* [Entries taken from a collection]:
/---

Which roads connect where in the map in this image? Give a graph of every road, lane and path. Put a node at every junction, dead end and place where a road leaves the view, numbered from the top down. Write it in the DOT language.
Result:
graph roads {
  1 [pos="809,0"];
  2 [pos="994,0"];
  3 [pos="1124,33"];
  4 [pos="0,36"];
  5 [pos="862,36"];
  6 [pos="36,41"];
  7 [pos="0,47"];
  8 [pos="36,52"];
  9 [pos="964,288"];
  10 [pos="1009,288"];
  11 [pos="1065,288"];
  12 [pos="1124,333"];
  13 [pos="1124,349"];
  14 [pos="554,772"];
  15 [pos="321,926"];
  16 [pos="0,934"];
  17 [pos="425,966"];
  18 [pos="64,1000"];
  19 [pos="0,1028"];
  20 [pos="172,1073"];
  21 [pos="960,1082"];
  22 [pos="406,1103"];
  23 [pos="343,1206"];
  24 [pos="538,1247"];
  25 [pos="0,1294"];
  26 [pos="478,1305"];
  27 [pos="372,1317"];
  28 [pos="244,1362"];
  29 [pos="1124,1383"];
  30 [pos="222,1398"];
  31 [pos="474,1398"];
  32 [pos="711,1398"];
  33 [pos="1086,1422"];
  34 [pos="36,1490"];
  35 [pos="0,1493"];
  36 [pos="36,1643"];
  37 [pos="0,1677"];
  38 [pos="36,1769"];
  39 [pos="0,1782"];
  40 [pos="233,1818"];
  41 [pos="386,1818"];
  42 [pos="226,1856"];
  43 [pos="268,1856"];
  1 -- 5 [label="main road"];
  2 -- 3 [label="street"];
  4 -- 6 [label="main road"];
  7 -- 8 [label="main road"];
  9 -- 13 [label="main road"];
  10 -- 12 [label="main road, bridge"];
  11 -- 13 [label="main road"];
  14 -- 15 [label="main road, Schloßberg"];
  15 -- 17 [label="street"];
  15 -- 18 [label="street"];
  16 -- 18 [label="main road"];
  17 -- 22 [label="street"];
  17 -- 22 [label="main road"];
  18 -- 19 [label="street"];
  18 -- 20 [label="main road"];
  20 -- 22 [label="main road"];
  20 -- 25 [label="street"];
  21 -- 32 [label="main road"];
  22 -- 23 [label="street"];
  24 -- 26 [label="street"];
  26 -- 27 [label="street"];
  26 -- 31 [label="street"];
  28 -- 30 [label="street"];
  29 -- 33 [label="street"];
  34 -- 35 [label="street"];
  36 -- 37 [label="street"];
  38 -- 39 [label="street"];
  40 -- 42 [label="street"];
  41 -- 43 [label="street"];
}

\---

* [Exercise instructions]: Show, from the entries above, every line that includes the string "roads".

* [Answer to the problem]:
Which roads connect where in the map in this image? Give a graph of every road, lane and path. Put a node at every junction, dead end and place where a road leaves the view, numbered from the top down. Write it in the DOT language.
graph roads {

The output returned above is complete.